> Task directions
For the word "Майборода", search the records and show each line in which it occurs.

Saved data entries
******************************
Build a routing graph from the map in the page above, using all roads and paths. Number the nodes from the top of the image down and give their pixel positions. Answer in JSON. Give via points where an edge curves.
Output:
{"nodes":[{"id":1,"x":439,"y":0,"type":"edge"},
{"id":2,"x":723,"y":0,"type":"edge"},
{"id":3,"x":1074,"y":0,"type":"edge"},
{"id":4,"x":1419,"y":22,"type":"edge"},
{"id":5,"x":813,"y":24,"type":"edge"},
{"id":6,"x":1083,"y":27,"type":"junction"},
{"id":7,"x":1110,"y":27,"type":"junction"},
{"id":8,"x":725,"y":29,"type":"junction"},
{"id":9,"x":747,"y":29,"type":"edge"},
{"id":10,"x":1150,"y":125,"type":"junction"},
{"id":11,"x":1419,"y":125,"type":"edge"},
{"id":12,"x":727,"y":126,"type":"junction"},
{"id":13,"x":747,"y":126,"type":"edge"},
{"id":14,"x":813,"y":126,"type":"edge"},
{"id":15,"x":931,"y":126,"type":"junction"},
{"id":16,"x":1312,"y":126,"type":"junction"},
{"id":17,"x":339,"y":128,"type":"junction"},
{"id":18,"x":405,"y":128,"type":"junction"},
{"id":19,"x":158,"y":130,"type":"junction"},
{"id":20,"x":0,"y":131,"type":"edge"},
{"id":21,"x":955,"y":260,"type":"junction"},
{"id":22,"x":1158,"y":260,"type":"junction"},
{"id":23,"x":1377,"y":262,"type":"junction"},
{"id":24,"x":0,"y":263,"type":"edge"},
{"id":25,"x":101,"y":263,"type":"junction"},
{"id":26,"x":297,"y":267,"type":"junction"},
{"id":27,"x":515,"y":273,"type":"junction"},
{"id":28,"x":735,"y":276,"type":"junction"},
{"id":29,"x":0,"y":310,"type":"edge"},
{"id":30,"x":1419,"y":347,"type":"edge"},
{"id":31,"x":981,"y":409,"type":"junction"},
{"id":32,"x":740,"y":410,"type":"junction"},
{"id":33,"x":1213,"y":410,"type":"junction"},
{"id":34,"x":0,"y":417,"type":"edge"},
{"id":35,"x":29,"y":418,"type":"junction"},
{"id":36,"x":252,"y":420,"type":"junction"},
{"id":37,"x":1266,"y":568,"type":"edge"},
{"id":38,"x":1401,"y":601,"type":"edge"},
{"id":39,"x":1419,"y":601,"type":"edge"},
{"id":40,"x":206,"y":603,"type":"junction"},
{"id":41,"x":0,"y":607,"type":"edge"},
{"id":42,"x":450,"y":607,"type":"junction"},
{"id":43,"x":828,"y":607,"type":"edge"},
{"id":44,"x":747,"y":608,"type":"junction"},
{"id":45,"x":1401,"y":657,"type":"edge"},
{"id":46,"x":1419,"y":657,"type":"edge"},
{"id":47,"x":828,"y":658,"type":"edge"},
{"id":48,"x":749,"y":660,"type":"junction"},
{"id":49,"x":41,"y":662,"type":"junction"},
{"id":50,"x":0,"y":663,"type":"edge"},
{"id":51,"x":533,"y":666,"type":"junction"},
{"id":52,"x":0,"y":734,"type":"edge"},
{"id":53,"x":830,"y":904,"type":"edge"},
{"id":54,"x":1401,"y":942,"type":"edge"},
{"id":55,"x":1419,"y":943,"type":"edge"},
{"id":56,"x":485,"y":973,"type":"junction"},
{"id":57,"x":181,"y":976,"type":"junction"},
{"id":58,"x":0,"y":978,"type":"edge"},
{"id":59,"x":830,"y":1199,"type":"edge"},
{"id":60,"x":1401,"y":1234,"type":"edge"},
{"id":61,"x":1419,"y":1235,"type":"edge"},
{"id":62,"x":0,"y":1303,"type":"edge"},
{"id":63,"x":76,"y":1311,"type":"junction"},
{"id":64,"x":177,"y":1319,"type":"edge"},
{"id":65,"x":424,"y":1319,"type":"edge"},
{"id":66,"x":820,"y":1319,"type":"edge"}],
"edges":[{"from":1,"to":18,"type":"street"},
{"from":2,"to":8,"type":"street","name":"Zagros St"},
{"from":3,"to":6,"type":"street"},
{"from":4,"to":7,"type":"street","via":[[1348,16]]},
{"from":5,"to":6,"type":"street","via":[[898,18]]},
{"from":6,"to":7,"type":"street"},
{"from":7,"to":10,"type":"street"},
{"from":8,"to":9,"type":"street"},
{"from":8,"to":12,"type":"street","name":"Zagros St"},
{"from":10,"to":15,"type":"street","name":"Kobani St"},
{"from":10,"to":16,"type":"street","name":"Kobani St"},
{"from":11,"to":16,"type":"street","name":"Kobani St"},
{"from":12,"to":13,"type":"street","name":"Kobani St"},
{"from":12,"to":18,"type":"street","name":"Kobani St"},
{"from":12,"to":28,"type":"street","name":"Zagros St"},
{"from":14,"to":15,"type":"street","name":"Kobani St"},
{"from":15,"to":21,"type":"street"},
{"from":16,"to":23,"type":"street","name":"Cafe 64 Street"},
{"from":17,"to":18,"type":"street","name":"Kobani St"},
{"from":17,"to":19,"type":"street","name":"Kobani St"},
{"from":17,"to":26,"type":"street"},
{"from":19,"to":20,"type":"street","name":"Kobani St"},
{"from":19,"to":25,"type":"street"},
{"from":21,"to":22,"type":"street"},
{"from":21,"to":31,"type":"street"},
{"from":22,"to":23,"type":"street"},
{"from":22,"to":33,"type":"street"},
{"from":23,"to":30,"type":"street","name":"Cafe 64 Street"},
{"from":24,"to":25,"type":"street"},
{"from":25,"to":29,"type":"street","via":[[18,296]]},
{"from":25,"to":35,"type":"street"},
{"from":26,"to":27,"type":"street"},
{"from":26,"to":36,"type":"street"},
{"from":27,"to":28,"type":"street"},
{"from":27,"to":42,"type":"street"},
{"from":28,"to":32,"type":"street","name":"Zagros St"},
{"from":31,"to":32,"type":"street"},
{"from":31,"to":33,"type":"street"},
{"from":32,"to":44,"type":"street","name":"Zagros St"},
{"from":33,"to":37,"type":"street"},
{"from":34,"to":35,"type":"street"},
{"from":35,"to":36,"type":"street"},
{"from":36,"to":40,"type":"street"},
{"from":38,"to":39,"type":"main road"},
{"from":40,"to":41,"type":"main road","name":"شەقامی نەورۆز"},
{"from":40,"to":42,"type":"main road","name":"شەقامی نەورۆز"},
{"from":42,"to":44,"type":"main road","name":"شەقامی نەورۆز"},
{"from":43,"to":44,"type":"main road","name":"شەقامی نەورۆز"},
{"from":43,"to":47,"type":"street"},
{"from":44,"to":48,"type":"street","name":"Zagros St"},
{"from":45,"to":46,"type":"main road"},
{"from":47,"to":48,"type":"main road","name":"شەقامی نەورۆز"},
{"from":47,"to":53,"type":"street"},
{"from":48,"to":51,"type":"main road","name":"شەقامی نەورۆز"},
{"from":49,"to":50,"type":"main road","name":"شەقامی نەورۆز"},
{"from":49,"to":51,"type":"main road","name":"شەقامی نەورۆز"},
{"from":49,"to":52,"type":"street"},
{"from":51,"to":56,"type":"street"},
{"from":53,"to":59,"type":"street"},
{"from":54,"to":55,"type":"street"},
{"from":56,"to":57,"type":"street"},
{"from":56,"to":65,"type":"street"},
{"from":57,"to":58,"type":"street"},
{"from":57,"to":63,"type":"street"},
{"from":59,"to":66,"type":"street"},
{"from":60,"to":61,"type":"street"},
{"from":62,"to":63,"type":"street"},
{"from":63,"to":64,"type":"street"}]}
******************************
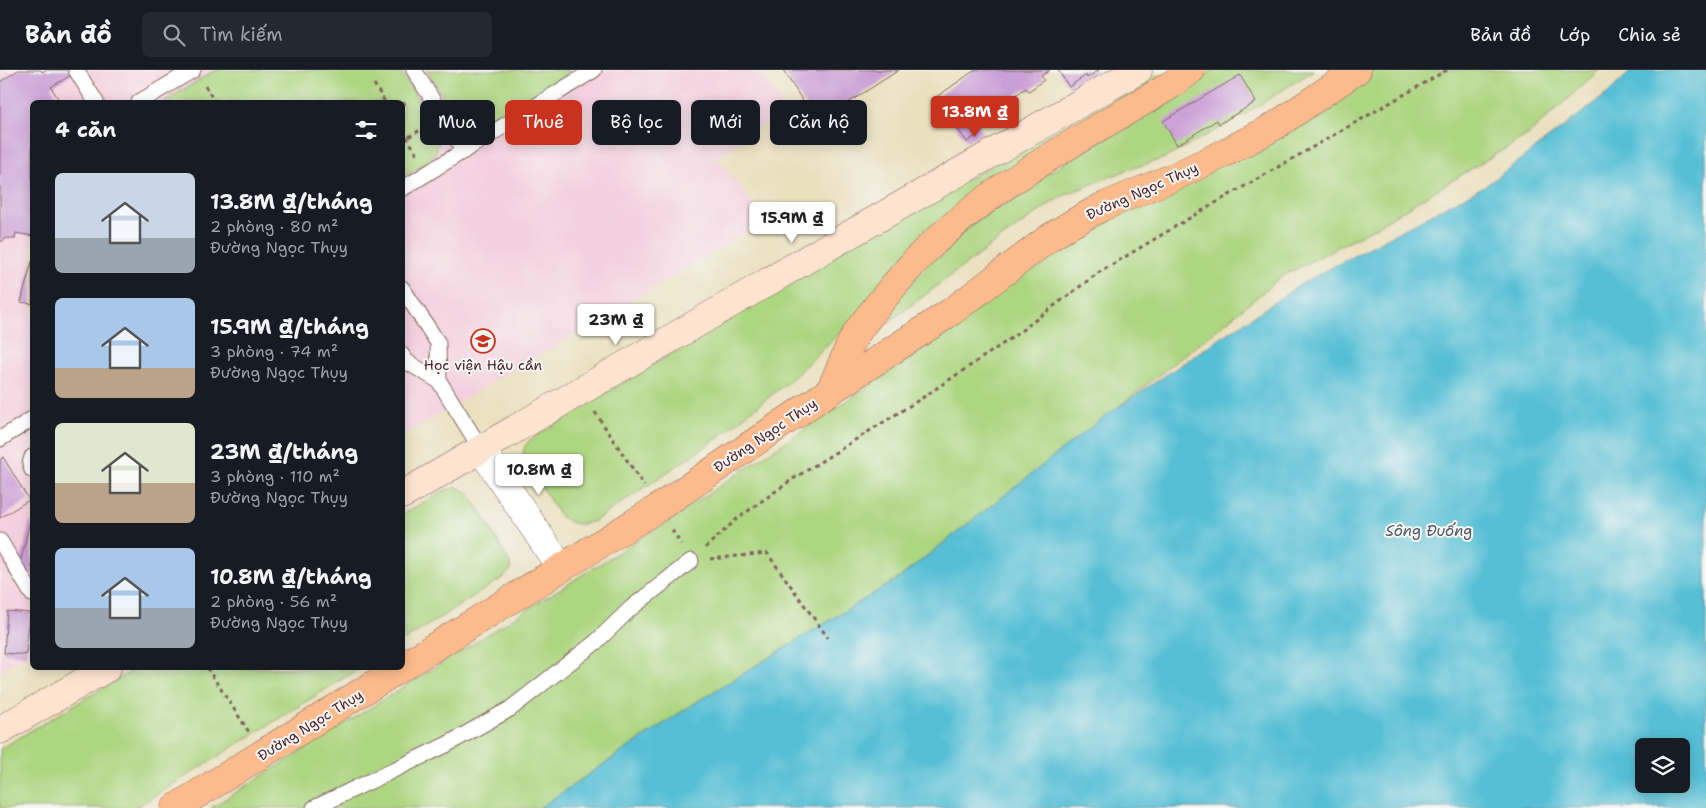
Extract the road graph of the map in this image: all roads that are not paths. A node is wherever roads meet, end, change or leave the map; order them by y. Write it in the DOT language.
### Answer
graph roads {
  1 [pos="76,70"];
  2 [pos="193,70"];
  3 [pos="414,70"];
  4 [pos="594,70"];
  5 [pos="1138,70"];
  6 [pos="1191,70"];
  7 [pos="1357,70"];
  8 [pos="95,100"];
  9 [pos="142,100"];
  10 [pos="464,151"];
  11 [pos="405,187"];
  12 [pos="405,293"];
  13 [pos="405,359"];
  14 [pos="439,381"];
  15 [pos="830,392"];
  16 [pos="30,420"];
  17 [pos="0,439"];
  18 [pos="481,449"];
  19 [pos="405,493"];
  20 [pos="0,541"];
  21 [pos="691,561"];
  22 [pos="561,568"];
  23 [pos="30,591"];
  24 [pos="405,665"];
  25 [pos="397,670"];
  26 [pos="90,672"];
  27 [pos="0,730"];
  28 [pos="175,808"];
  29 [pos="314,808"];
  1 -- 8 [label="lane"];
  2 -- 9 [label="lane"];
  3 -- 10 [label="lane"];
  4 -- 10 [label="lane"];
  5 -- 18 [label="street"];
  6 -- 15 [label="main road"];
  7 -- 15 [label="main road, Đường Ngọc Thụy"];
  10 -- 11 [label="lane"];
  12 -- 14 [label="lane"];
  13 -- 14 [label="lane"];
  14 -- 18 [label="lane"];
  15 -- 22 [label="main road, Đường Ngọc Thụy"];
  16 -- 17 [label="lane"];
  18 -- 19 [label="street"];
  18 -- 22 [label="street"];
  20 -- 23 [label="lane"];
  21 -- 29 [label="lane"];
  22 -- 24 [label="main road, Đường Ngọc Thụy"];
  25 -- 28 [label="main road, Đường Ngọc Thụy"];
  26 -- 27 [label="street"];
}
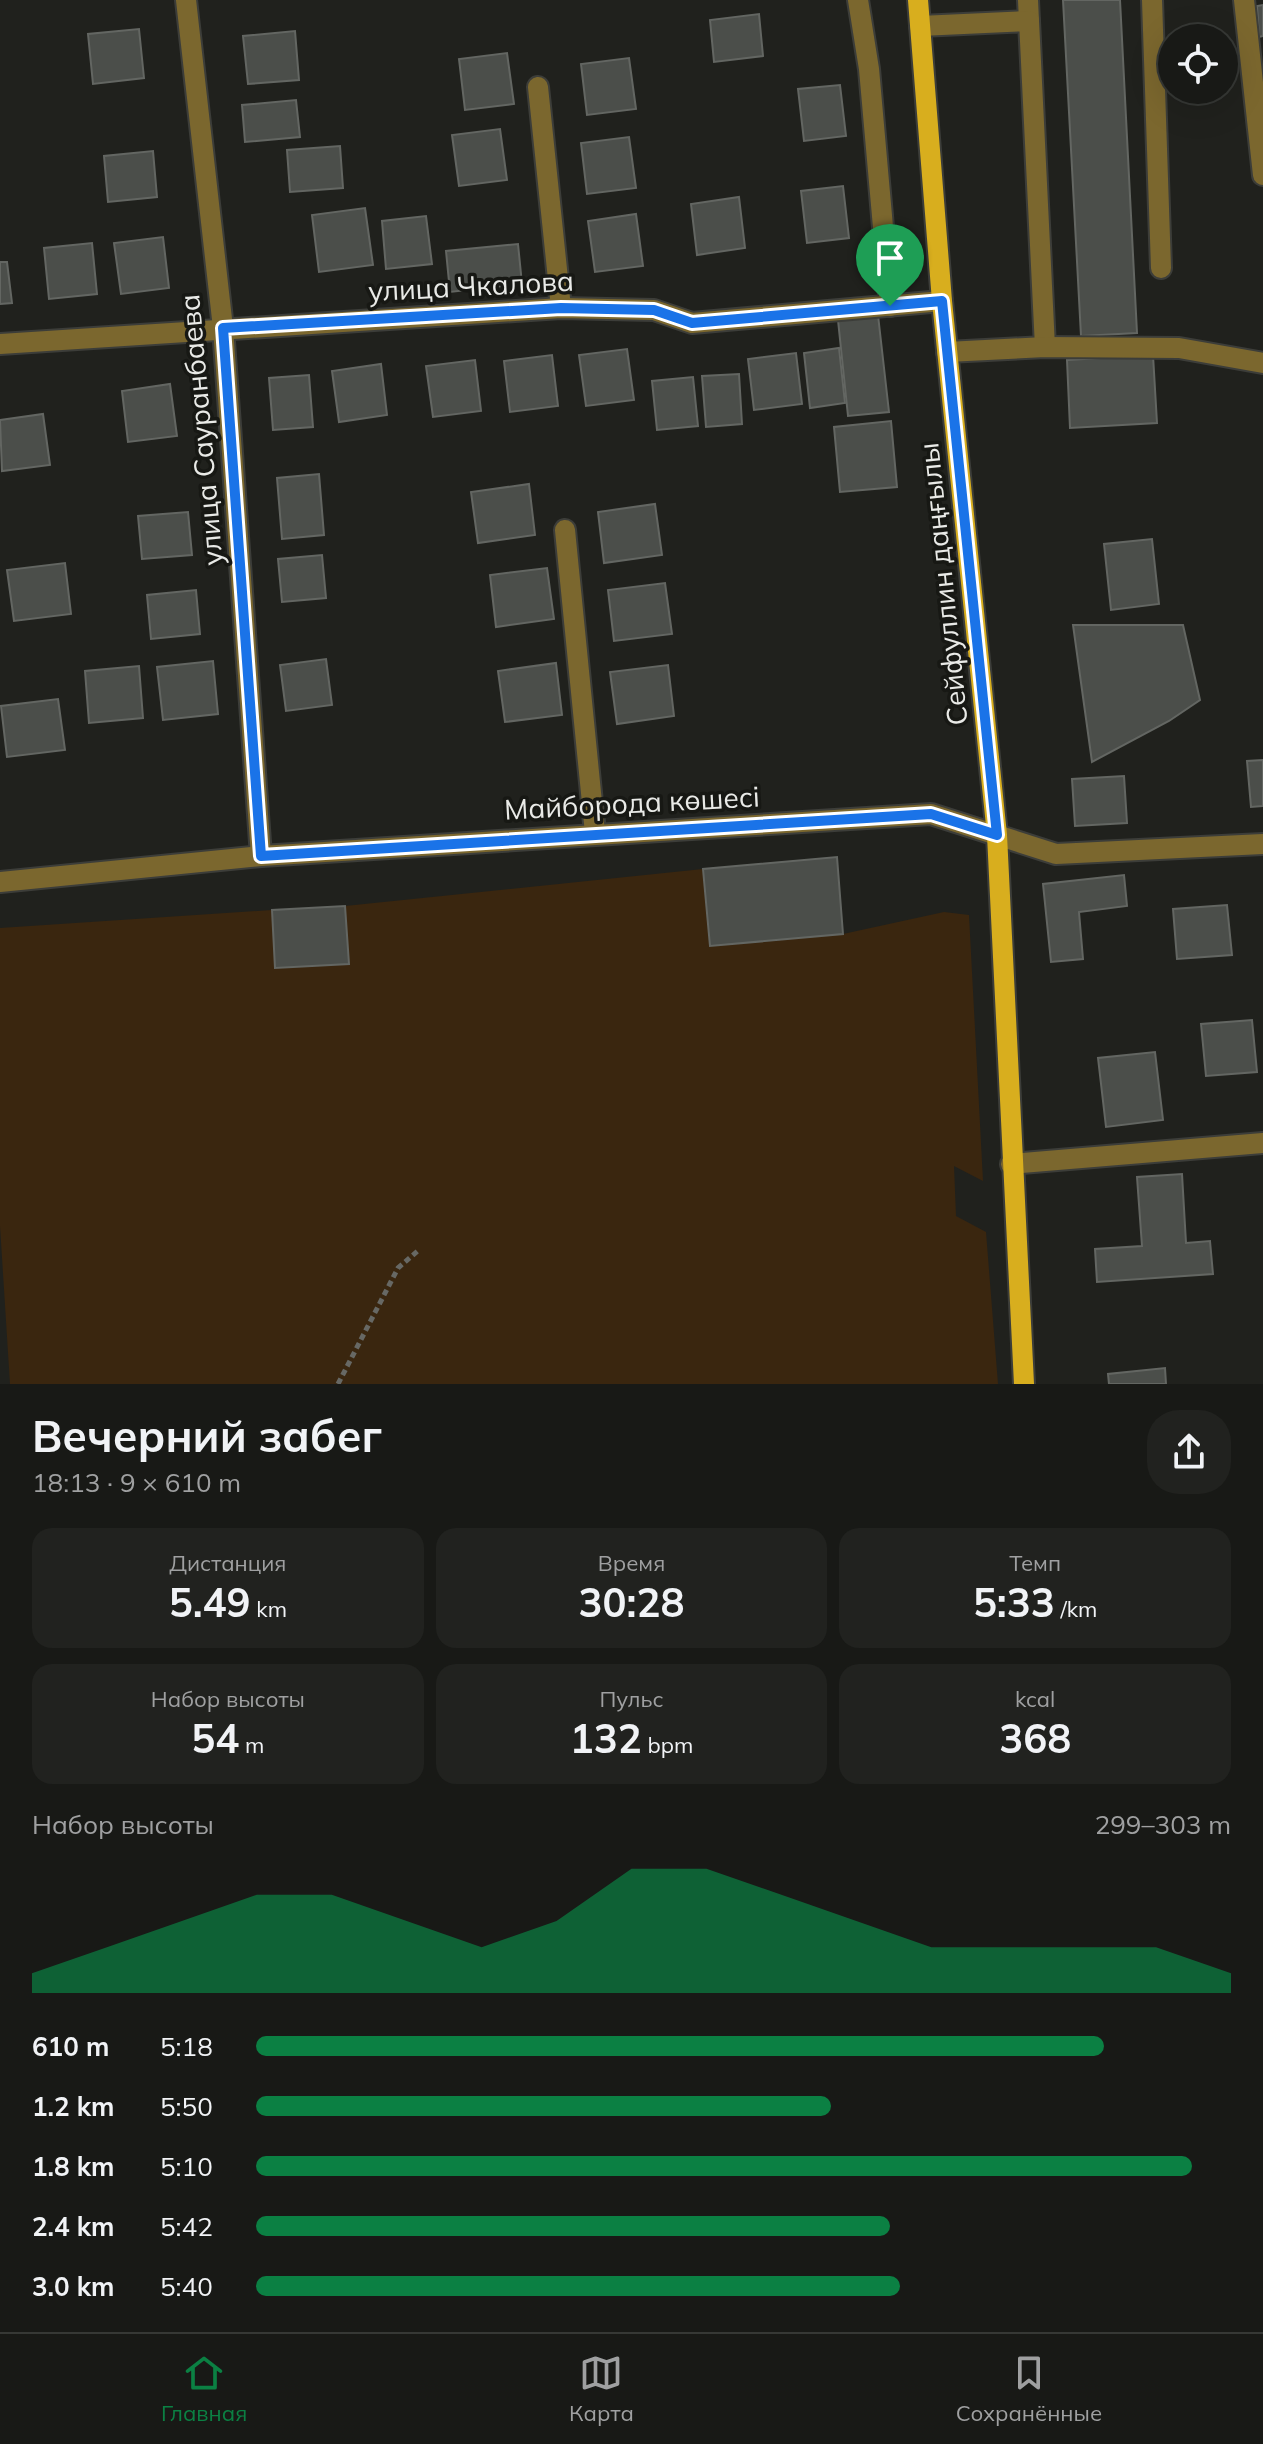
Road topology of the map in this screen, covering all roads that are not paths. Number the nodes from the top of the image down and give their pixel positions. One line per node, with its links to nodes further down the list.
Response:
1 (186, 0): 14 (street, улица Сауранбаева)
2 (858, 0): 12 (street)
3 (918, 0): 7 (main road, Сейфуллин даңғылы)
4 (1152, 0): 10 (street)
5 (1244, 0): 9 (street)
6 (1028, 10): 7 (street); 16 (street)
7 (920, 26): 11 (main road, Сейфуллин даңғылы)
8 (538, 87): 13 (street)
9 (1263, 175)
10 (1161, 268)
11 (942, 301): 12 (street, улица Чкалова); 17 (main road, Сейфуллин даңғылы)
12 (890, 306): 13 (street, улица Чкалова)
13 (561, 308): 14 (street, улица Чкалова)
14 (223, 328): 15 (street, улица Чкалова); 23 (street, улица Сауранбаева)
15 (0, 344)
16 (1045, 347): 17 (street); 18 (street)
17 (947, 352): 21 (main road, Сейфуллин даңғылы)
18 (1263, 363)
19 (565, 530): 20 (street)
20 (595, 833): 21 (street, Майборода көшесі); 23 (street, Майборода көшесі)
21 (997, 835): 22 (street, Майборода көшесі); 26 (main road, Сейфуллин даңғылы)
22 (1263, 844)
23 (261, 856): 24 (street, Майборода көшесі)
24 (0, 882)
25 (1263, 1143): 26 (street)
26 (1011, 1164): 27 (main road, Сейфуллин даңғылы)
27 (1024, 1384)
******************************
> Completed exercise
20 (595, 833): 21 (street, Майборода көшесі); 23 (street, Майборода көшесі)
21 (997, 835): 22 (street, Майборода көшесі); 26 (main road, Сейфуллин даңғылы)
23 (261, 856): 24 (street, Майборода көшесі)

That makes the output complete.